- Opening Delimiter -
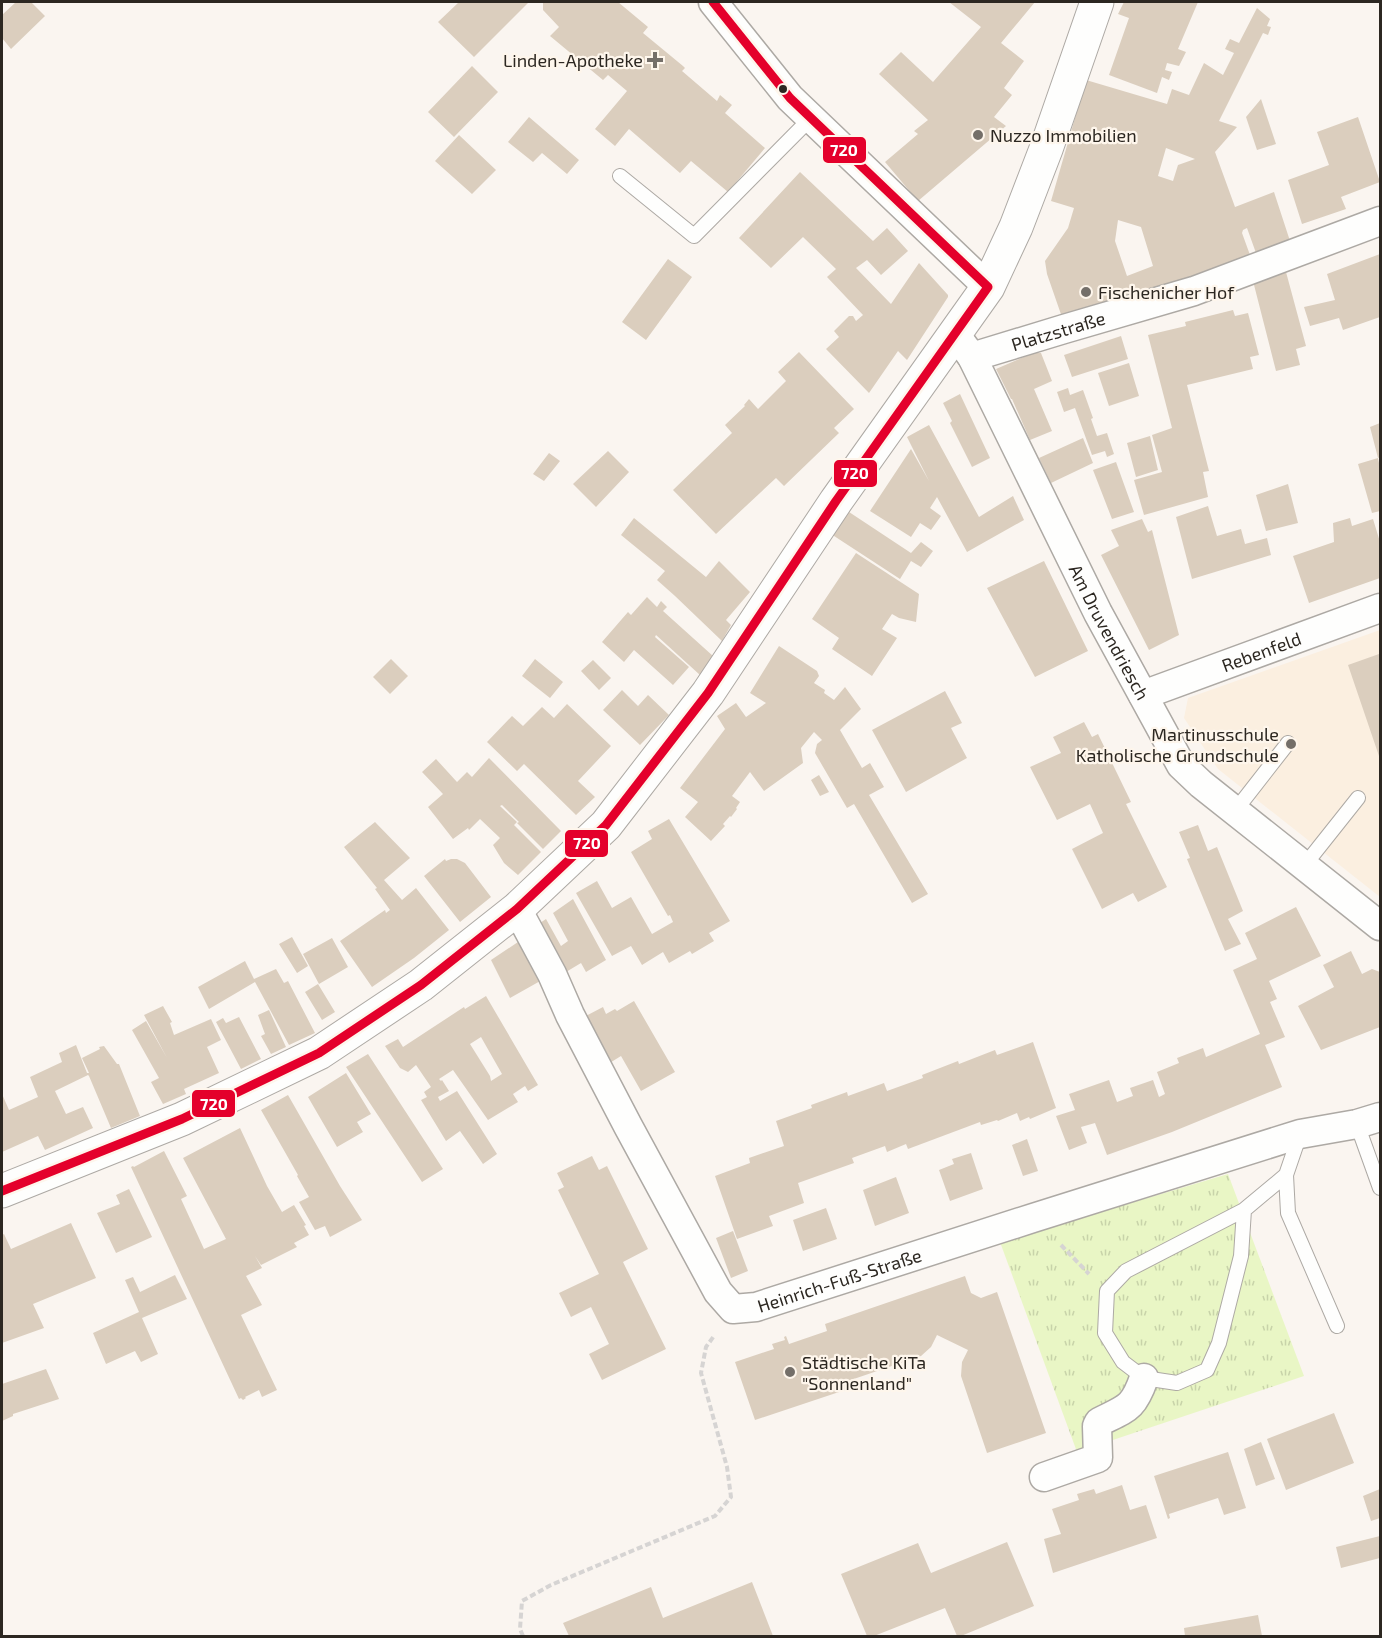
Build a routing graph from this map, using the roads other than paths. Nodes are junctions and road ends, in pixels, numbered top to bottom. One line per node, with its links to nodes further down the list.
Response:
1 (713, 2): 3 (street)
2 (1097, 2): 6 (street)
3 (811, 118): 4 (lane); 6 (street)
4 (620, 176)
5 (1380, 221): 7 (street, Platzstraße)
6 (987, 287): 7 (street)
7 (964, 346): 9 (street, Am Druvendriesch); 14 (street)
8 (1380, 608): 9 (street, Rebenfeld)
9 (1143, 695): 12 (street, Am Druvendriesch)
10 (1288, 743): 12 (lane)
11 (1358, 798): 13 (lane)
12 (1235, 811): 13 (street, Am Druvendriesch)
13 (1304, 866): 15 (street, Am Druvendriesch)
14 (517, 909): 17 (street, Heinrich-Fuß-Straße); 20 (street)
15 (1380, 926)
16 (1369, 1120): 17 (street, Heinrich-Fuß-Straße); 19 (lane)
17 (1300, 1134): 18 (lane)
18 (1286, 1175): 21 (lane); 22 (lane)
19 (1380, 1188)
20 (2, 1191)
21 (1244, 1210): 23 (lane); 23 (lane)
22 (1337, 1326)
23 (1144, 1378): 24 (street)
24 (1044, 1477)

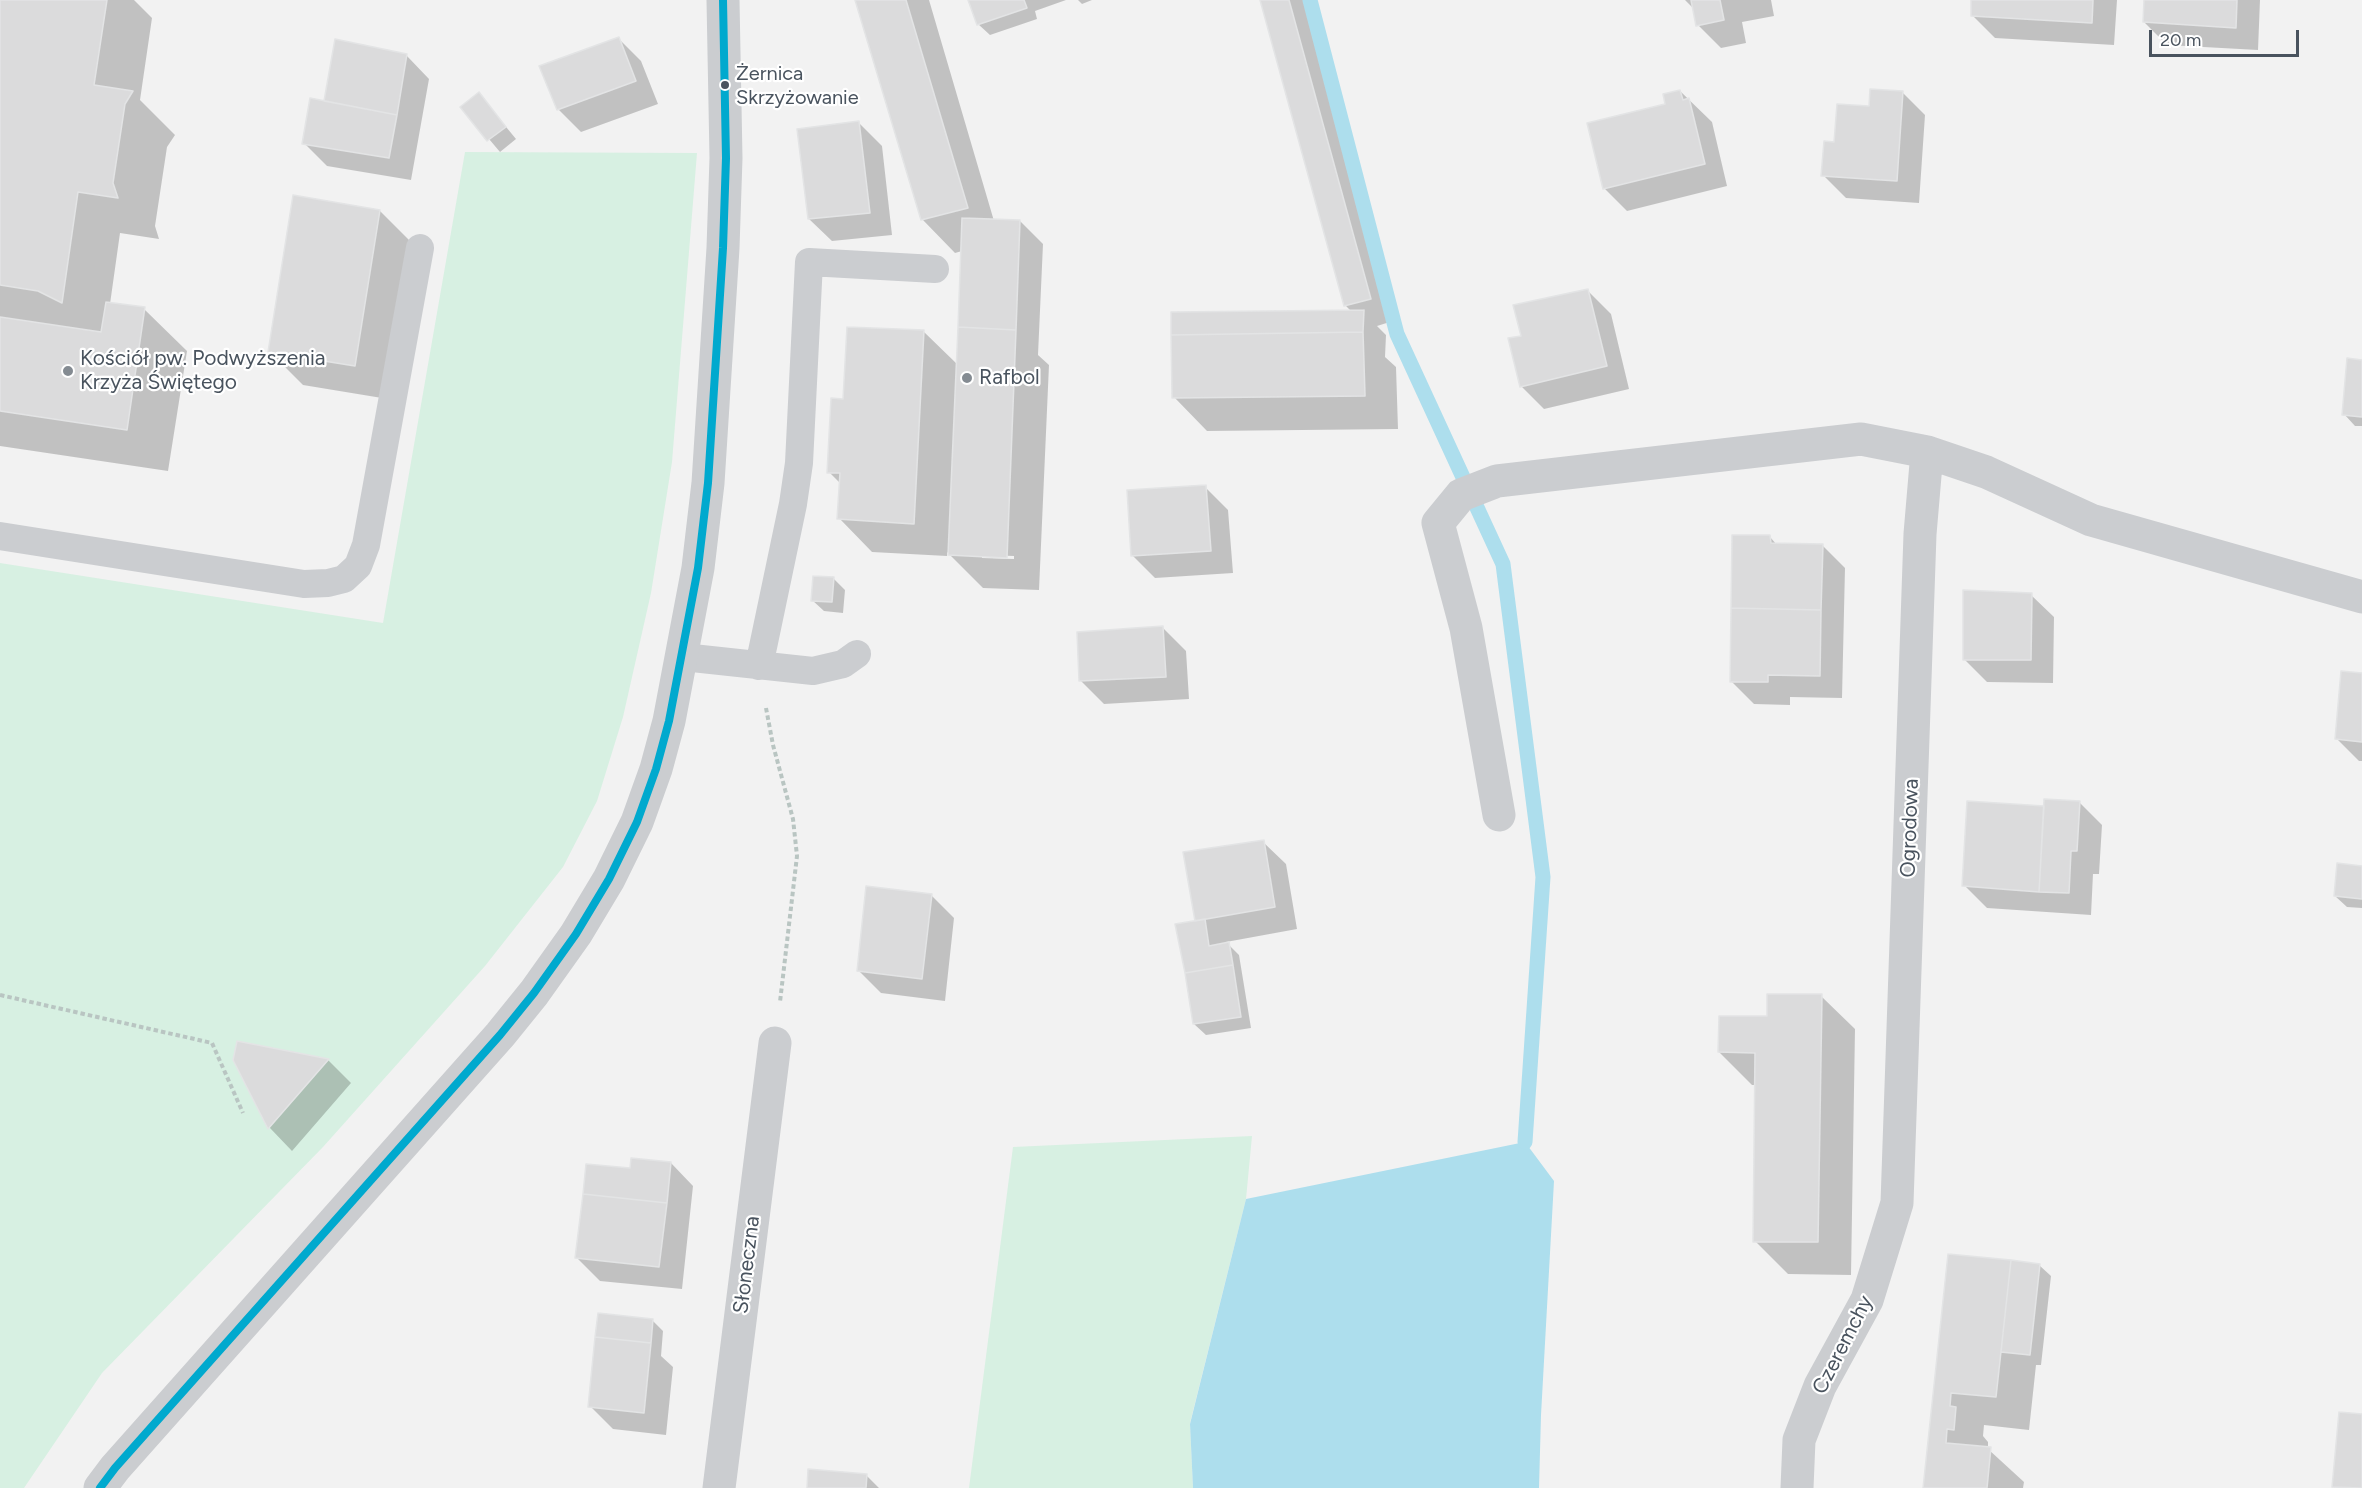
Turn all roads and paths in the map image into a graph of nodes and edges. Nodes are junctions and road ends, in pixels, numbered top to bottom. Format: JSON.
{"nodes":[{"id":1,"x":723,"y":0,"type":"edge"},
{"id":2,"x":420,"y":248,"type":"dead end"},
{"id":3,"x":935,"y":269,"type":"dead end"},
{"id":4,"x":1927,"y":452,"type":"junction"},
{"id":5,"x":0,"y":536,"type":"edge"},
{"id":6,"x":2362,"y":597,"type":"edge"},
{"id":7,"x":857,"y":654,"type":"dead end"},
{"id":8,"x":682,"y":657,"type":"junction"},
{"id":9,"x":759,"y":666,"type":"junction"},
{"id":10,"x":773,"y":745,"type":"dead end"},
{"id":11,"x":1499,"y":815,"type":"dead end"},
{"id":12,"x":0,"y":995,"type":"edge"},
{"id":13,"x":775,"y":1042,"type":"joint"},
{"id":14,"x":243,"y":1113,"type":"dead end"},
{"id":15,"x":1897,"y":1203,"type":"joint"},
{"id":16,"x":100,"y":1488,"type":"edge"},
{"id":17,"x":718,"y":1488,"type":"edge"},
{"id":18,"x":1797,"y":1488,"type":"edge"}],
"edges":[{"from":1,"to":8,"type":"street"},
{"from":2,"to":5,"type":"lane"},
{"from":3,"to":9,"type":"lane"},
{"from":4,"to":6,"type":"street"},
{"from":4,"to":11,"type":"street"},
{"from":4,"to":15,"type":"street","name":"Ogrodowa"},
{"from":7,"to":9,"type":"lane"},
{"from":8,"to":9,"type":"lane"},
{"from":8,"to":16,"type":"street"},
{"from":10,"to":13,"type":"path"},
{"from":12,"to":14,"type":"path"},
{"from":13,"to":17,"type":"street","name":"Słoneczna"},
{"from":15,"to":18,"type":"street","name":"Czeremchy"}]}
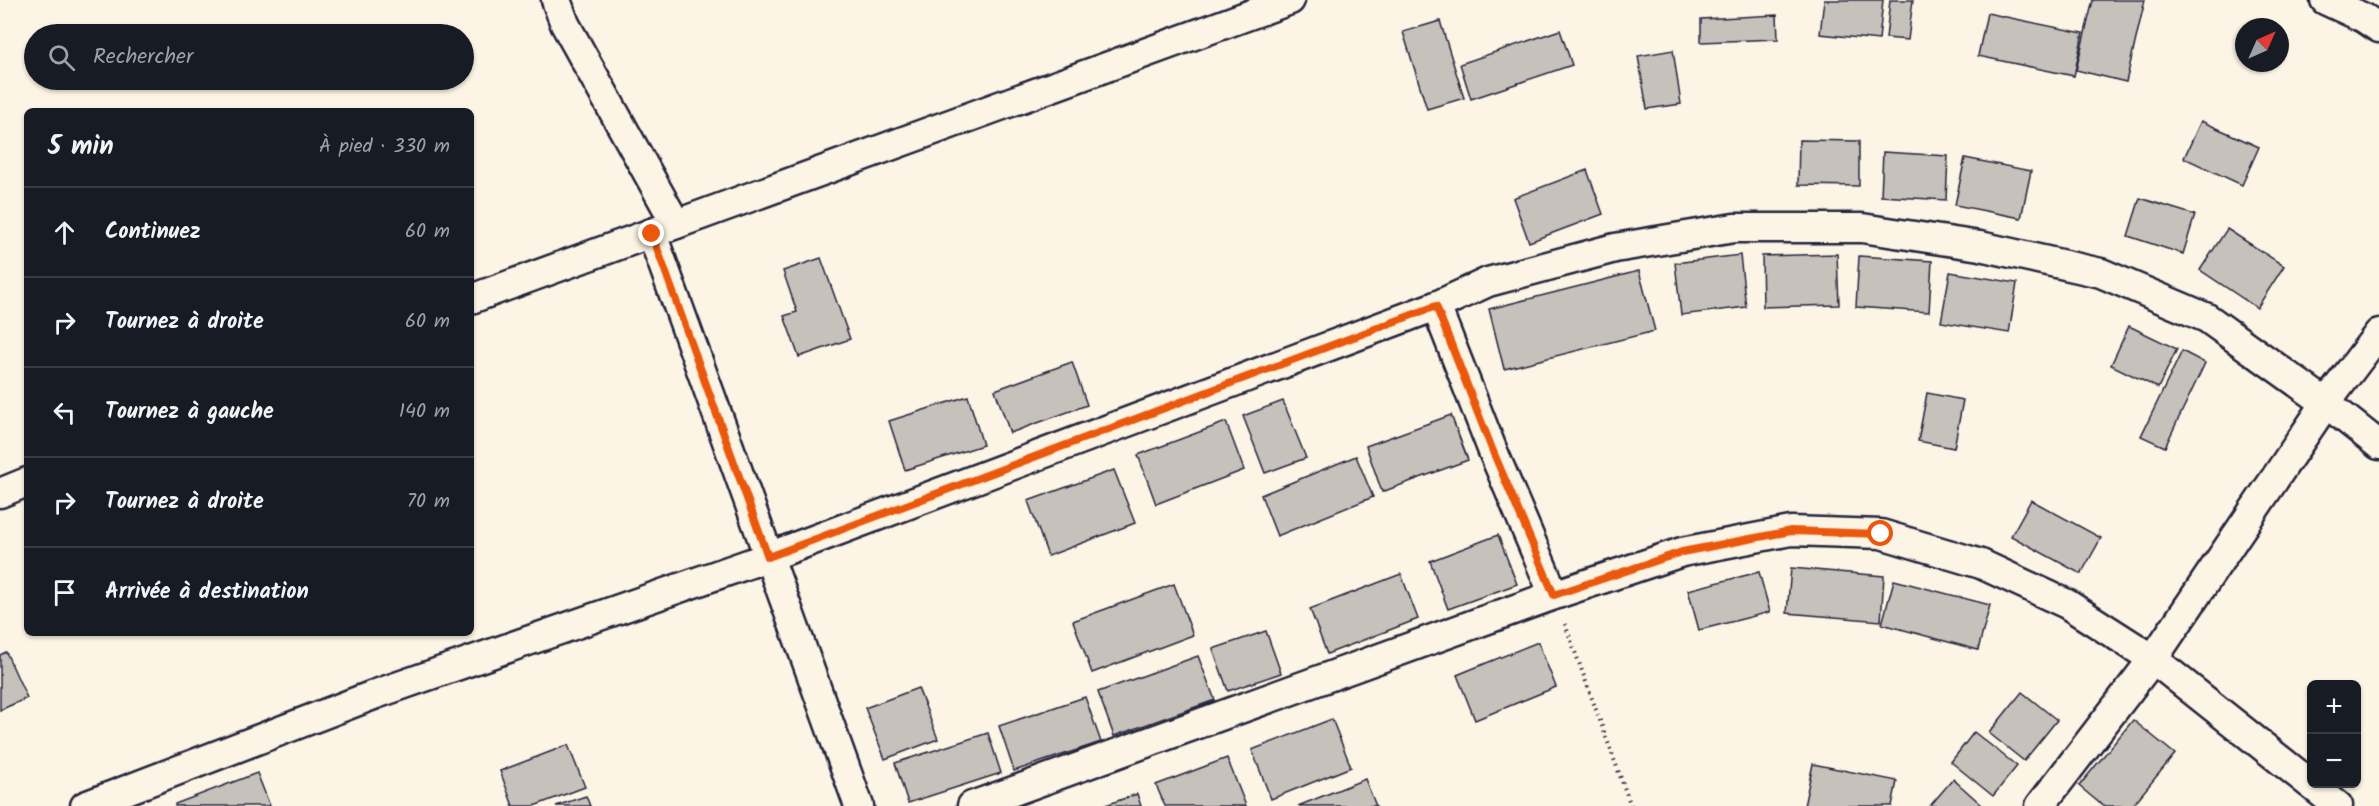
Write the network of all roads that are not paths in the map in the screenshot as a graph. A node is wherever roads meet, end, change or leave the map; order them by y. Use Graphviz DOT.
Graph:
- Closing Delimiter -
_YOUR INSTRUCTIONS_
All of the data above should be transcribed verbatim, with pictures omitted.

_ANSWER BELOW_
Build a routing graph from this map, using the roads other than paths. Nodes are junctions and road ends, in pixels, numbered top to bottom. One line per node, with its links to nodes further down the list.
Response:
1 (713, 2): 3 (street)
2 (1097, 2): 6 (street)
3 (811, 118): 4 (lane); 6 (street)
4 (620, 176)
5 (1380, 221): 7 (street, Platzstraße)
6 (987, 287): 7 (street)
7 (964, 346): 9 (street, Am Druvendriesch); 14 (street)
8 (1380, 608): 9 (street, Rebenfeld)
9 (1143, 695): 12 (street, Am Druvendriesch)
10 (1288, 743): 12 (lane)
11 (1358, 798): 13 (lane)
12 (1235, 811): 13 (street, Am Druvendriesch)
13 (1304, 866): 15 (street, Am Druvendriesch)
14 (517, 909): 17 (street, Heinrich-Fuß-Straße); 20 (street)
15 (1380, 926)
16 (1369, 1120): 17 (street, Heinrich-Fuß-Straße); 19 (lane)
17 (1300, 1134): 18 (lane)
18 (1286, 1175): 21 (lane); 22 (lane)
19 (1380, 1188)
20 (2, 1191)
21 (1244, 1210): 23 (lane); 23 (lane)
22 (1337, 1326)
23 (1144, 1378): 24 (street)
24 (1044, 1477)

Turn all roads and paths in the map image into a graph of nodes and edges. Nodes are junctions and road ends, in pixels, numbered top to bottom. Format: JSON.
{"nodes":[{"id":1,"x":723,"y":0,"type":"edge"},
{"id":2,"x":420,"y":248,"type":"dead end"},
{"id":3,"x":935,"y":269,"type":"dead end"},
{"id":4,"x":1927,"y":452,"type":"junction"},
{"id":5,"x":0,"y":536,"type":"edge"},
{"id":6,"x":2362,"y":597,"type":"edge"},
{"id":7,"x":857,"y":654,"type":"dead end"},
{"id":8,"x":682,"y":657,"type":"junction"},
{"id":9,"x":759,"y":666,"type":"junction"},
{"id":10,"x":773,"y":745,"type":"dead end"},
{"id":11,"x":1499,"y":815,"type":"dead end"},
{"id":12,"x":0,"y":995,"type":"edge"},
{"id":13,"x":775,"y":1042,"type":"joint"},
{"id":14,"x":243,"y":1113,"type":"dead end"},
{"id":15,"x":1897,"y":1203,"type":"joint"},
{"id":16,"x":100,"y":1488,"type":"edge"},
{"id":17,"x":718,"y":1488,"type":"edge"},
{"id":18,"x":1797,"y":1488,"type":"edge"}],
"edges":[{"from":1,"to":8,"type":"street"},
{"from":2,"to":5,"type":"lane"},
{"from":3,"to":9,"type":"lane"},
{"from":4,"to":6,"type":"street"},
{"from":4,"to":11,"type":"street"},
{"from":4,"to":15,"type":"street","name":"Ogrodowa"},
{"from":7,"to":9,"type":"lane"},
{"from":8,"to":9,"type":"lane"},
{"from":8,"to":16,"type":"street"},
{"from":10,"to":13,"type":"path"},
{"from":12,"to":14,"type":"path"},
{"from":13,"to":17,"type":"street","name":"Słoneczna"},
{"from":15,"to":18,"type":"street","name":"Czeremchy"}]}
Write the network of all roads that are not paths in the map in the screenshot as a graph. A node is wherever roads meet, end, change or leave the map; order them by y. Use Graphviz DOT.
Graph:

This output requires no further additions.